Платили рабочим ордерами, которые здешние мелочные лавочники, торгующие всякой дрянью, больше же всего водкой, принимали за полцены.
В первое время Матийцев писал матери:
‘…В сущности, это ужасно! Несчастнее этих людей я не могу себе представить. Они живут как-то, но просто в силу человеческой живучести… И я, как инженер, принужден их давить, не считаться с ними, как с людьми, выжимать из них соки… И если лично не делаю этого, — все равно это делают помимо меня… Привыкнуть к этому можно ли?..’
Он так и не привык к этому за год службы в ‘Наклонной Елене’, хотя не без удовольствия слушал иногда командирский зык своего штейгера, Автонома Иваныча, который был из казаков с Дона, имел веселые яркие разбойничьи глаза, черные смоляные густые волосы и усы кольцом, бурое лицо с отеками, бравую походку и зачем-то носил на руках татуировку из якорей, змей, топоров, молотков, сердец, пронизанных стрелами, и прочей чуши, ‘чтобы не подменили’.

II

Сложный узел причин, толкающий человека в нездешнее, — как развязать другому? И если бы Матийцев вздумал рассказать о том, из-за чего у него вышел разлад с жизнью, Автоному Иванычу, например, — бравый штейгер просто счел бы его дураком. Но вот что случилось последовательно с Матийцевым с января по май.
В январе был весьма неприятный разговор по службе с главным инженером Безотчетовым — разговор неизбежный, по существу дела. При прежнем заведующем ‘Наклонной Елены’ пуд угля обходился в последнее время в 5,3 копейки, при нем же, хотя он и больше работал, поднялся до 6,4. Об этом и раньше говорили, но, наконец, в ответ на беспокойный запрос дирекции, Безотчетов пригласил Матийцева поговорить решительно.

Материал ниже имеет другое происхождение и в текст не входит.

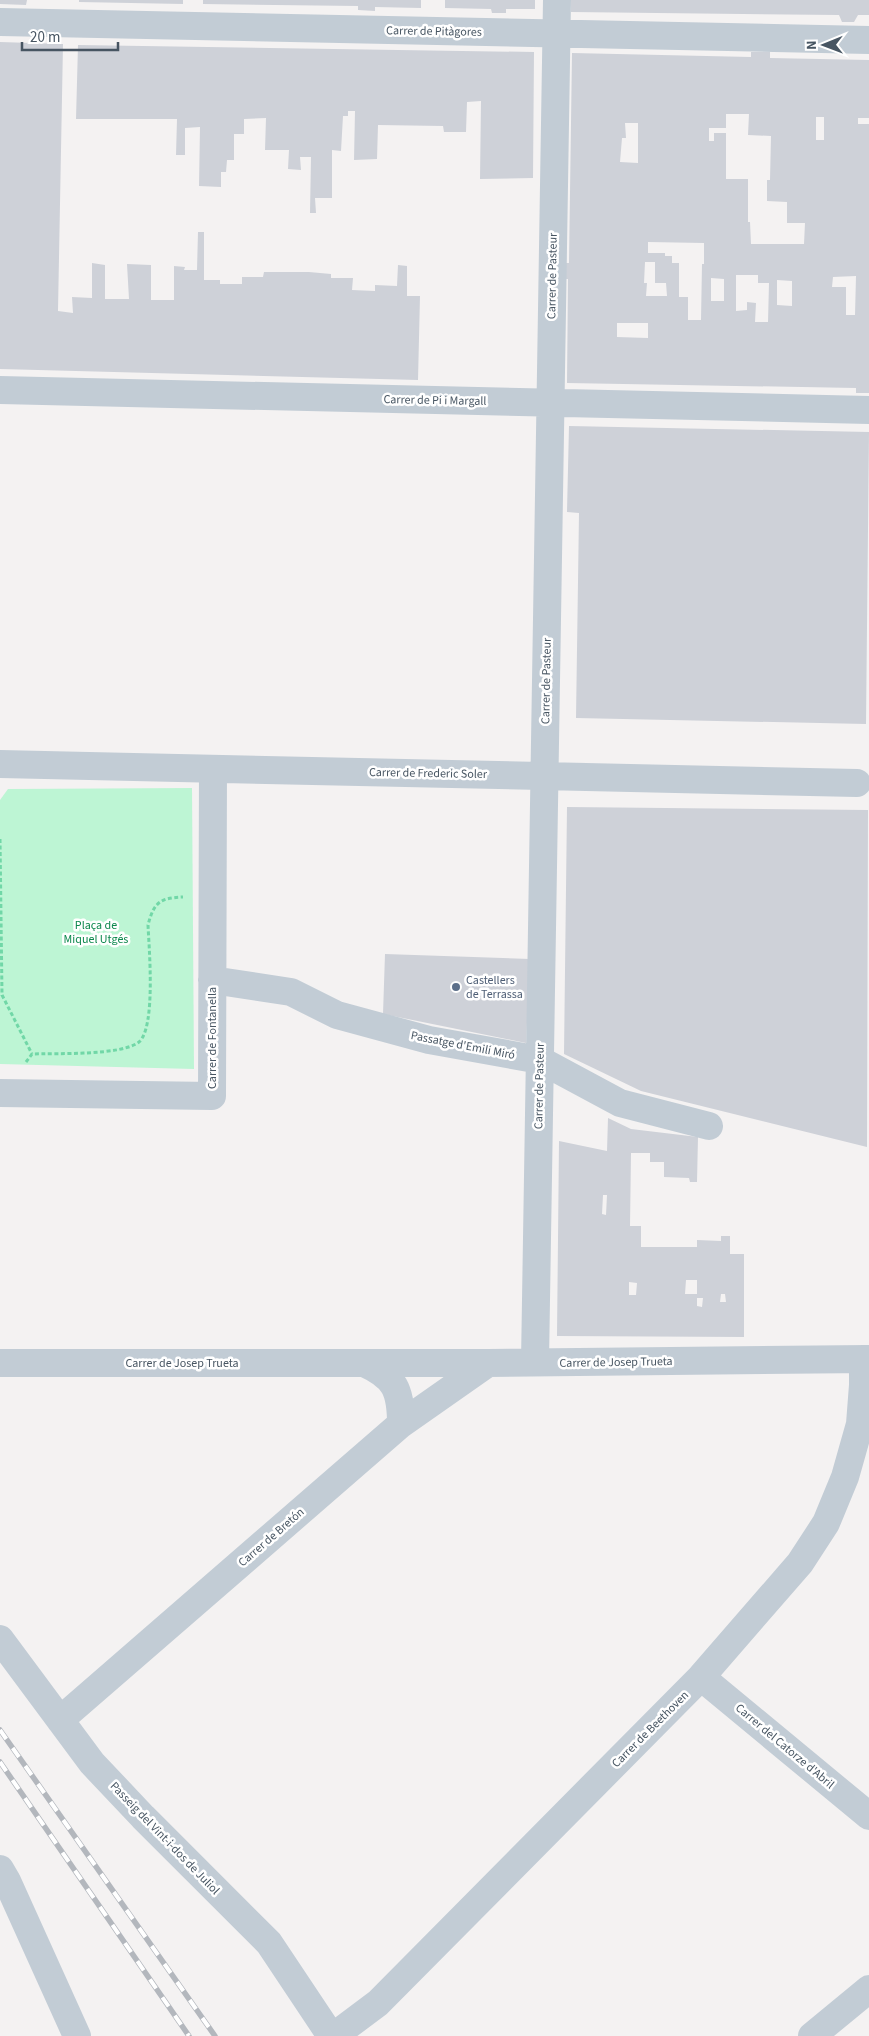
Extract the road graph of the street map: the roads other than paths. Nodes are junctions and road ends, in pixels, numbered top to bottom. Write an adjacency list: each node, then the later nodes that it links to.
1 (557, 0): 3 (street, Carrer de Pasteur)
2 (0, 22): 3 (street, Carrer de Pitàgores)
3 (556, 34): 4 (street, Carrer de Pitàgores); 6 (street, Carrer de Pasteur)
4 (869, 40)
5 (0, 390): 6 (street, Carrer de Pi i Margall)
6 (550, 402): 7 (street, Carrer de Pi i Margall); 10 (street, Carrer de Pasteur)
7 (869, 410)
8 (0, 764): 9 (street, Carrer de Frederic Soler)
9 (213, 768): 10 (street, Carrer de Frederic Soler); 12 (street, Carrer de Fontanella)
10 (544, 776): 11 (street, Carrer de Frederic Soler); 13 (street, Carrer de Pasteur)
11 (857, 783)
12 (212, 980): 13 (street, Passatge d'Emili Miró); 14 (street, Carrer de Fontanella)
13 (540, 1060): 15 (street, Passatge d'Emili Miró); 18 (street, Carrer de Pasteur)
14 (0, 1093)
15 (709, 1126)
16 (866, 1359): 18 (street, Carrer de Josep Trueta); 23 (street, Carrer de Beethoven)
17 (0, 1362): 19 (street, Carrer de Josep Trueta)
18 (535, 1362): 20 (street, Carrer de Josep Trueta)
19 (364, 1363): 20 (street, Carrer de Josep Trueta); 21 (street)
20 (488, 1363): 21 (street, Carrer de Bretón)
21 (401, 1424): 24 (street, Carrer de Bretón)
22 (0, 1639): 24 (street, Passeig del Vint-i-dos de Juliol)
23 (701, 1677): 25 (street, Carrer del Catorze d'Abril); 29 (street, Carrer de Beethoven)
24 (60, 1720): 29 (street, Passeig del Vint-i-dos de Juliol)
25 (869, 1816)
26 (0, 1869): 28 (street)
27 (869, 1989): 30 (street)
28 (72, 2033)
29 (333, 2036)
30 (812, 2036)

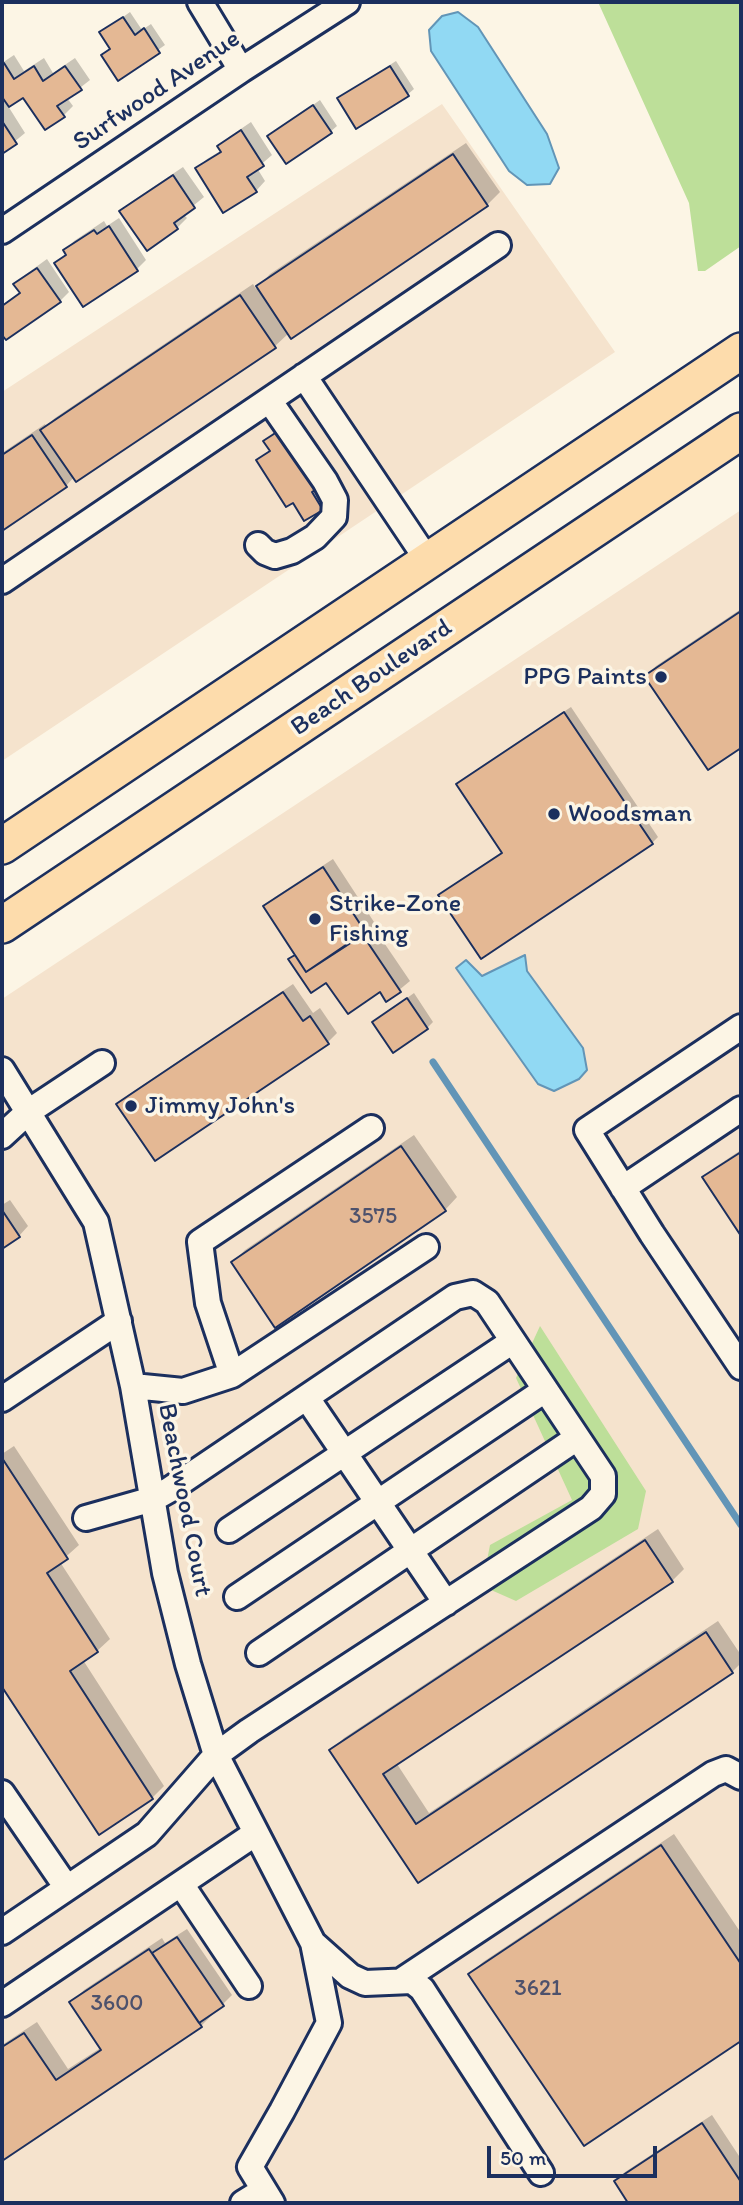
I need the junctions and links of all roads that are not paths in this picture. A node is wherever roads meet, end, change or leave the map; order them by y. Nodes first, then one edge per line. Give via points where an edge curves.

Безотчетов был сухощекий, катарального вида, вдоволь наглотавшийся угольной пыли, раздражительный, облезлый человек лет сорока пяти, не из особенно удачливых в жизни и теперь всячески сколачивающий капиталец, чтобы, наконец, отдохнуть. И когда заходил по делу иногда к нему Матийцев, это был радушный хозяин, хотя и с вечным раздражающим кашлем, и с откровенной зевотой, и с долгим сидением у камина, и с газетной политикой, когда же он сам навещал ‘Наклонную Елену’, он был наигранно строг, делал частые замечания, тягуче начиная их словами: ‘Послушайте — никогда нельзя…’ или: ‘Поймите же — всегда нужно…’ Озабоченно совал всюду сухое лицо и привычно ругал рабочих. Но таким еще не видел его Матийцев: перед ним сидел он, наклонив острую голову, постукивая не в такт тощими пальцами по столу, подняв косяком брови, слова не цедил, как обыкновенно, — был короток и точен — и, главное, сделал из своих и без того маленьких глаз какие-то две ярко-белые, уничтожающие точки.
— Отчего же, — говорил он, — на ‘Вертикальной’, — вот… Яблонский и кутила — это всем известно, — и мот откровенный, и бабник явный, когда все это успевает, — неизвестно, но у него четыре, восемь десятых, а у вас шесть, четыре десятых — это разница!.. Там, конечно, есть обстоятельства, и вам известные, и нами они учтены, но-о… при тех же обстоятельствах у вас было бы от силы пять, шесть десятых, а у него четыре, восемь десятых… Вот он получил премию, а вы нет. Он премию, а я за вас нагоняй!
— Да, это нехорошо, — согласился Матийцев.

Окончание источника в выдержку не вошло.